Prolegomenon: Original Intent
The idea that grew into the NIfTI-1 format originated as a random thought on how to get various pieces of well-established FMRI software to work together with the least amount of tinkering. Since the ANALYZETM 7.5 format is extremely simple, widely used in the FMRI community, and contains some unused or little-used spaces, this format was a logical place to start. The idea was to take the ANALYZE 7.5 header, squeeze some extra fields into it, and get everyone in the DFWG to agree to support it. Since the people in the room included John Ashburner (SPM), Steve Smith (FSL), and myself (AFNI), I figured that if the three of us could agree to use such a hybrid format—for both read and write—the rest of the FMRI world would perforce come along.

Roughly speaking, the two goals of the NIfTI-1 format development were:

  • To add information to the header that will be useful for functional neuroimaging (especially FMRI) data analysis and display.
  • To maintain compatibility with non-NIfTI-aware ANALYZE 7.5 compatible software.
Of course, these goals are somewhat in conflict. The principal reason for writing this document is to explain the trade-offs that were made, and to capture the reasoning involved before it slips away into "the mystic chords of memory".

Of course, nothing is as simple as it ought to be.

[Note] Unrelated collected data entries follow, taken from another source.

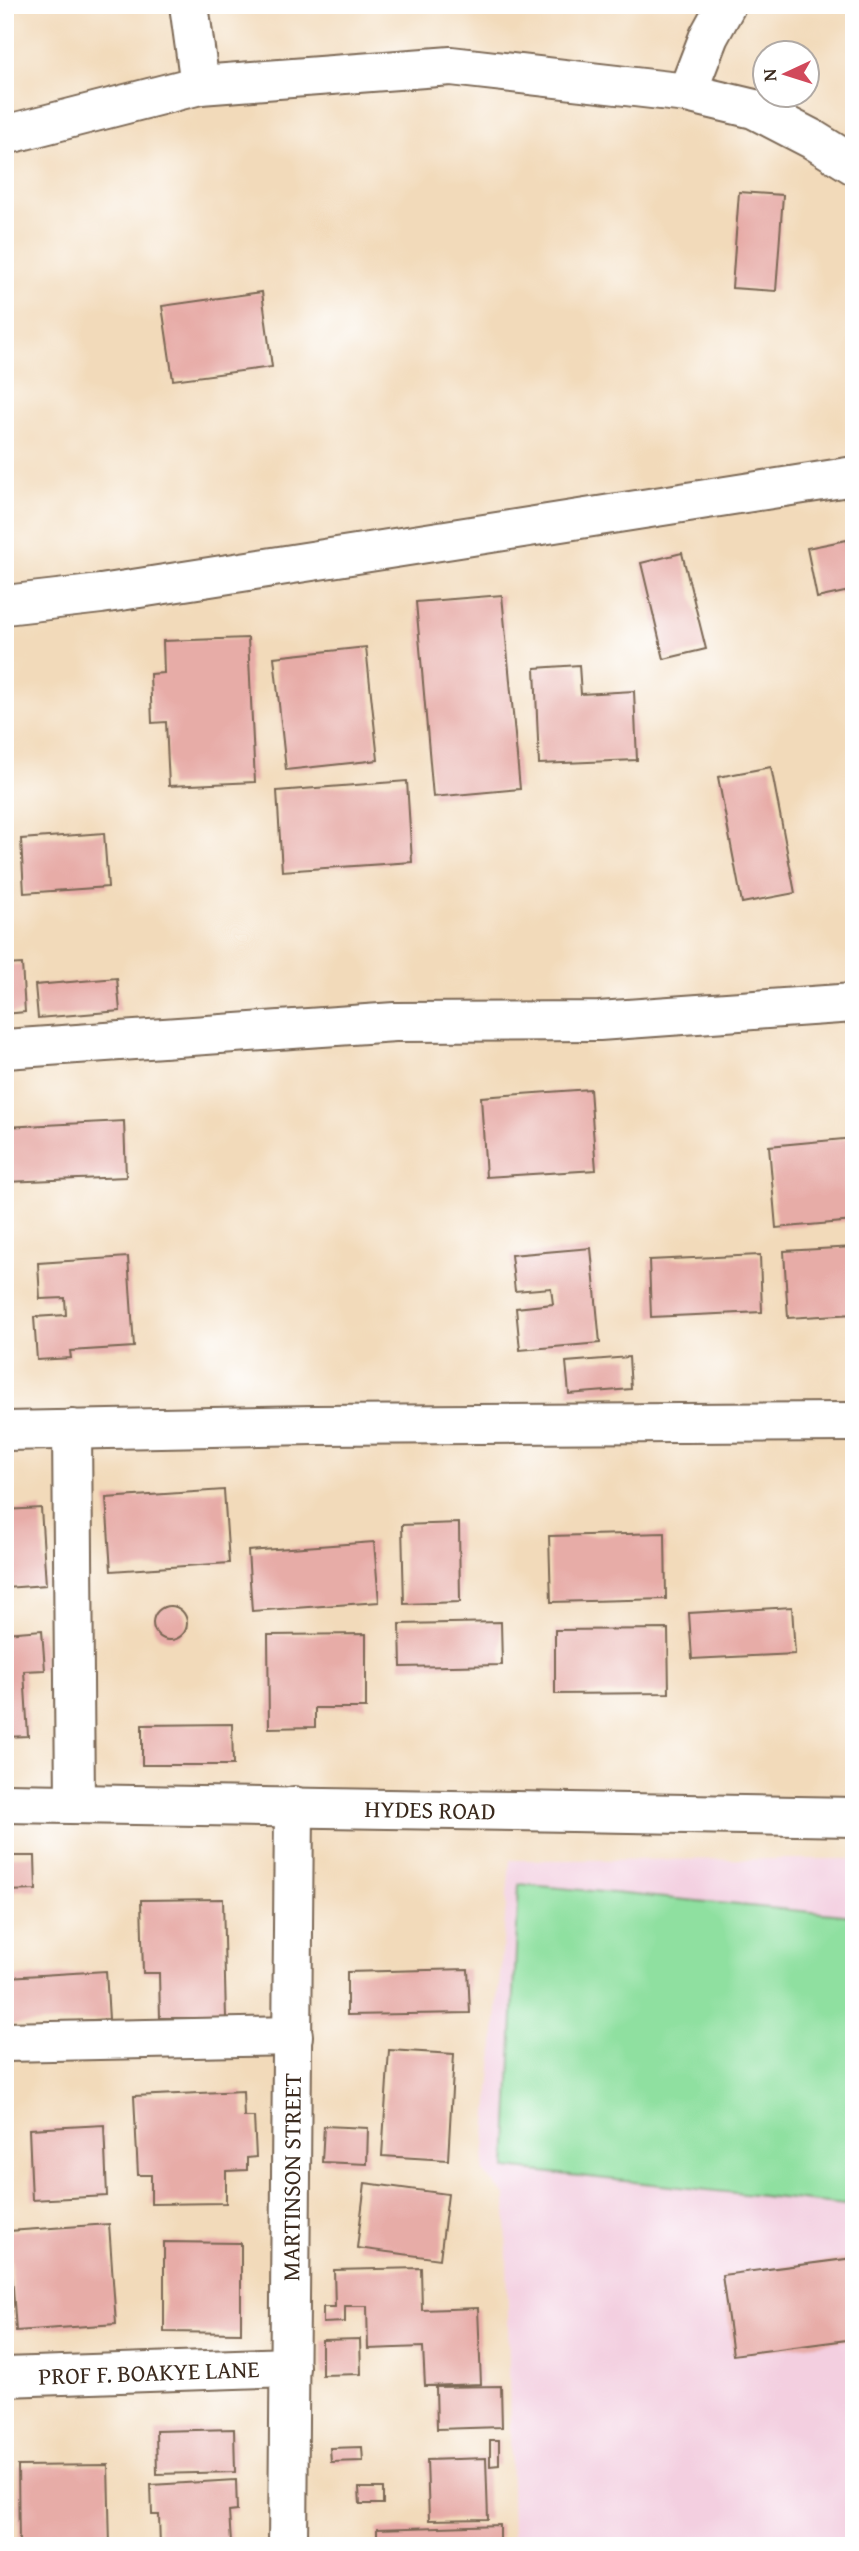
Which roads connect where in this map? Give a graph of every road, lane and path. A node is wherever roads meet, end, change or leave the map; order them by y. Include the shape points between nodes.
1 (189, 5) edge
2 (726, 5) edge
3 (200, 86) junction
4 (687, 93) junction
5 (5, 135) edge
6 (854, 165) edge
7 (854, 477) edge
8 (5, 605) edge
9 (854, 1003) edge
10 (5, 1049) edge
11 (854, 1422) edge
12 (72, 1429) junction
13 (5, 1431) edge
14 (5, 1804) edge
15 (75, 1804) junction
16 (294, 1806) junction
17 (854, 1817) edge
18 (293, 2036) junction
19 (5, 2042) edge
20 (290, 2367) junction
21 (5, 2377) edge
22 (288, 2546) edge

1 - 3 street
2 - 4 street
3 - 4 street via 451,66
3 - 5 street
4 - 6 street via 754,109
7 - 8 street
9 - 10 street via 599,1021 394,1022
11 - 12 street
12 - 13 street
12 - 15 street
14 - 15 street, HYDES ROAD
15 - 16 street, HYDES ROAD
16 - 17 street, HYDES ROAD
16 - 18 street, MARTINSON STREET
18 - 19 street
18 - 20 street, MARTINSON STREET
20 - 21 street, PROF F. BOAKYE LANE
20 - 22 street, MARTINSON STREET

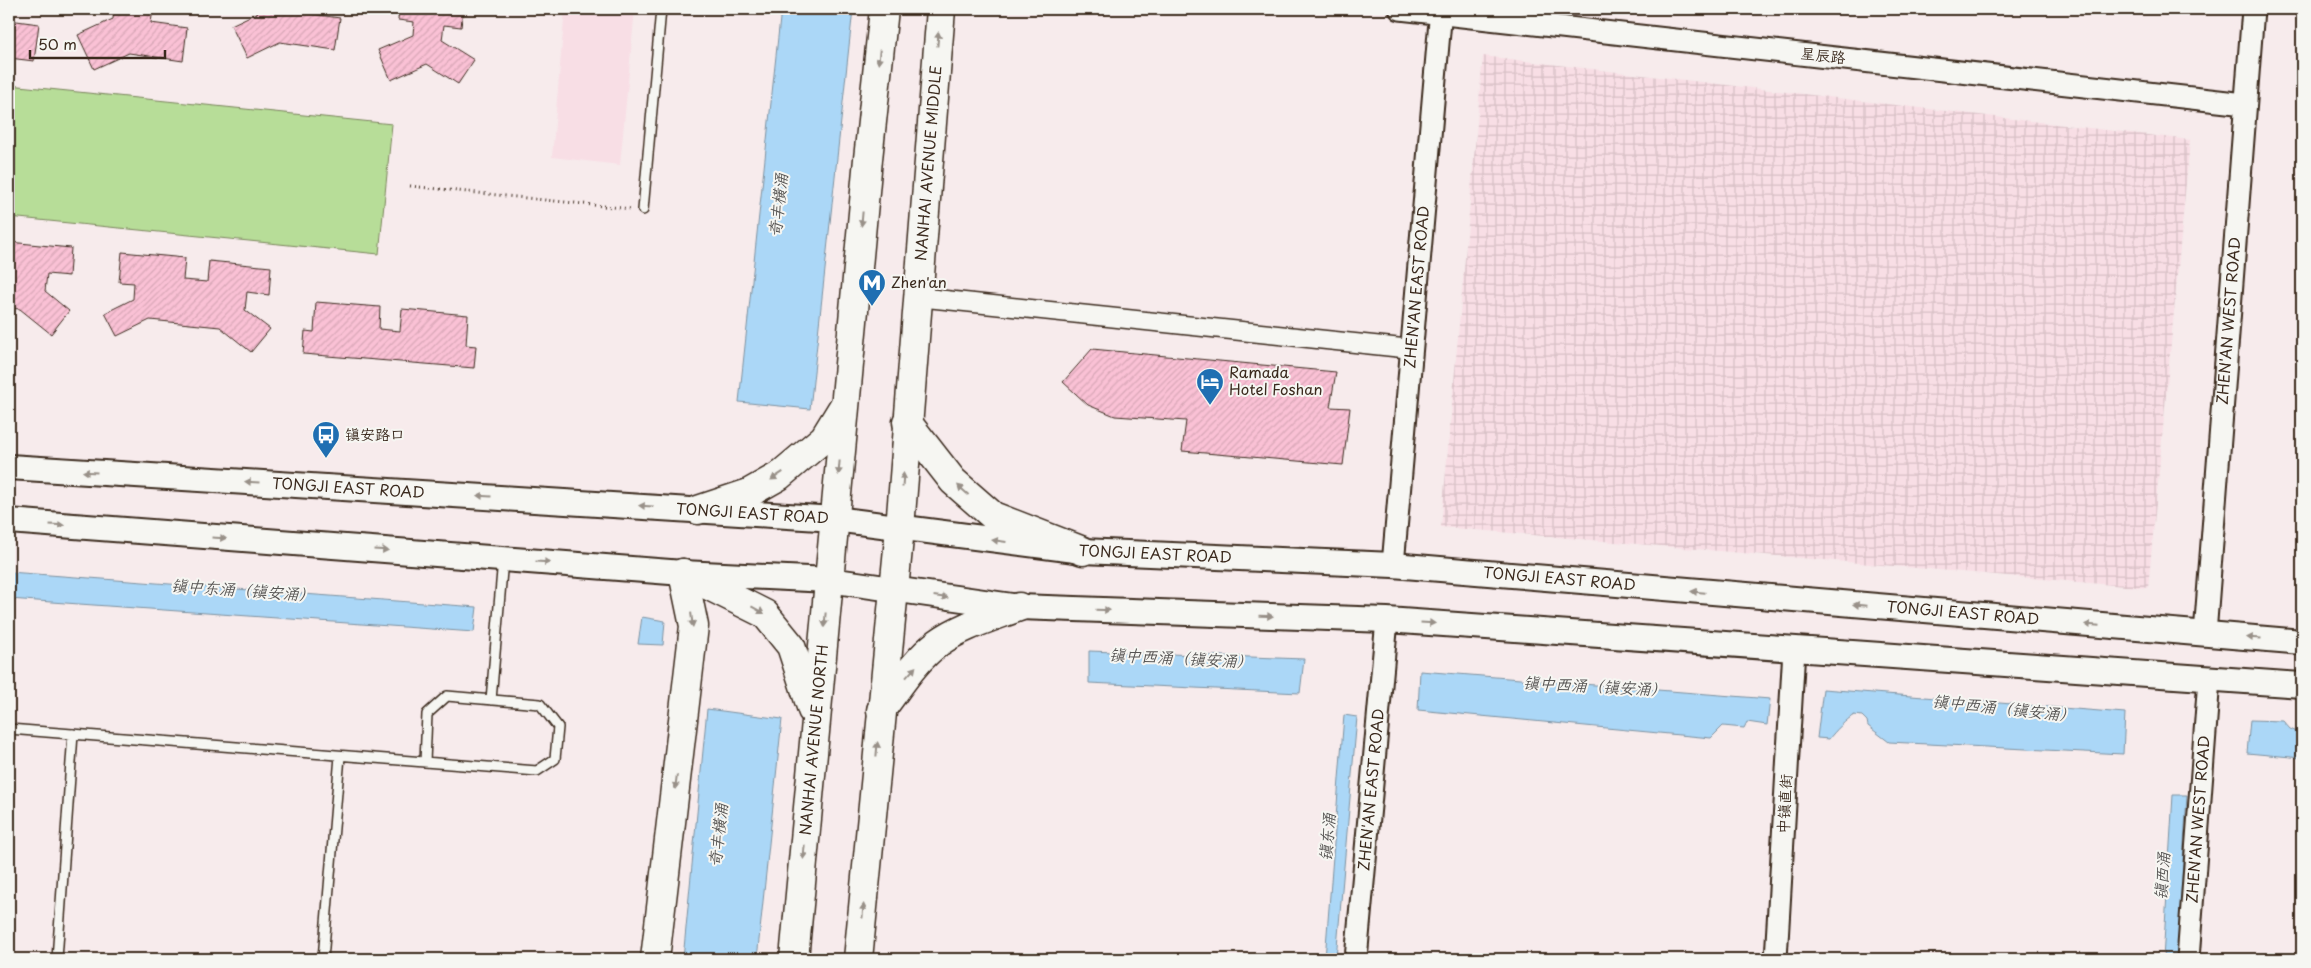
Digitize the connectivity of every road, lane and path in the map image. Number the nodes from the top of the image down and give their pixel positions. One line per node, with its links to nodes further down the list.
1 (661, 9): 9 (lane)
2 (884, 9): 12 (highway, one-way to 12)
3 (941, 9): 10 (highway, NANHAI AVENUE MIDDLE, one-way to 3)
4 (1400, 9): 6 (street, 星辰路)
5 (2253, 9): 7 (street, ZHEN'AN WEST ROAD)
6 (1441, 11): 7 (street, 星辰路); 11 (street, ZHEN'AN EAST ROAD)
7 (2245, 104): 27 (street, ZHEN'AN WEST ROAD)
8 (410, 186): 9 (path)
9 (643, 210)
10 (917, 297): 11 (street); 13 (highway, NANHAI AVENUE MIDDLE)
11 (1412, 349): 21 (street, ZHEN'AN EAST ROAD)
12 (845, 404): 15 (highway, one-way to 15); 16 (highway, one-way to 16)
13 (908, 422): 18 (highway, NANHAI AVENUE MIDDLE, one-way to 13); 19 (highway, one-way to 13)
14 (9, 467): 15 (main road, TONGJI EAST ROAD, one-way to 14)
15 (698, 510): 16 (main road, TONGJI EAST ROAD)
16 (835, 519): 18 (main road, TONGJI EAST ROAD); 23 (highway, NANHAI AVENUE NORTH)
17 (9, 521): 20 (main road, one-way to 20)
18 (900, 528): 19 (main road, TONGJI EAST ROAD, one-way to 18); 24 (highway)
19 (1083, 551): 21 (main road, TONGJI EAST ROAD)
20 (503, 559): 22 (main road, one-way to 22); 32 (lane)
21 (1393, 566): 27 (main road, TONGJI EAST ROAD, one-way to 21)
22 (683, 573): 23 (main road); 34 (highway, one-way to 34); 41 (highway, one-way to 41)
23 (829, 580): 24 (main road); 34 (highway, NANHAI AVENUE NORTH, one-way to 34)
24 (893, 591): 25 (main road, one-way to 25); 33 (highway)
25 (1019, 607): 26 (main road, one-way to 26); 33 (highway, one-way to 25)
26 (1387, 620): 29 (main road, one-way to 29); 44 (street, ZHEN'AN EAST ROAD)
27 (2205, 634): 28 (main road, TONGJI EAST ROAD, one-way to 27)
28 (2302, 642)
29 (1794, 649): 30 (main road); 45 (street, 中镇直街)
30 (2210, 679): 31 (main road); 46 (street, ZHEN'AN WEST ROAD)
31 (2302, 685)
32 (491, 700): 38 (lane); 38 (lane)
33 (881, 710): 43 (highway, one-way to 33)
34 (816, 720): 42 (highway, NANHAI AVENUE NORTH, one-way to 42)
35 (9, 729): 36 (lane)
36 (73, 734): 37 (lane); 39 (lane)
37 (340, 756): 38 (lane); 40 (lane)
38 (426, 762)
39 (57, 959)
40 (323, 959)
41 (655, 959)
42 (794, 959)
43 (858, 959)
44 (1356, 959)
45 (1776, 959)
46 (2188, 959)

We had to agree upon which fields in the ANALYZE 7.5 header were really "little-used" and could be over-written with other content. And we had to agree upon what that new content would be, and how it would be interpreted. The issue of coordinate systems was probably the most annoying, as usual. And of course, there was the problem of keeping everything in the 348 byte length of the ANALYZE 7.5 header. The result is not fully satisfying; however, I believe it is a practical short-term solution for the image data file interoperability problem in functional neuroimaging software.

The next section details the fields jettisoned from the ANALYZE 7.5 header. The remainder of this document then discusses the thinking behind each of the conceptual components of the NIfTI-1 header. Along the way, most of the features of the NIfTI-1 format are at least outlined. However, the comments in the NIfTI-1 C header are more complete about most of these features.


What Was Sacrificed from ANALYZE 7.5
All of the fields marked as "unused" in the ANALYZE 7.5 header have been taken for NIfTI-1 purposes. In addition:

  • The compressed field has been renamed to slice_duration.
    Reasoning: NIfTI-1 doesn't support compressed image data. Also, the meaning of compressed is quite unclear.

  • The verified field has been renamed to toffset.
    Reasoning: The meaning of verified is obscure and we were unaware of any neuroimaging data analysis software that used this field.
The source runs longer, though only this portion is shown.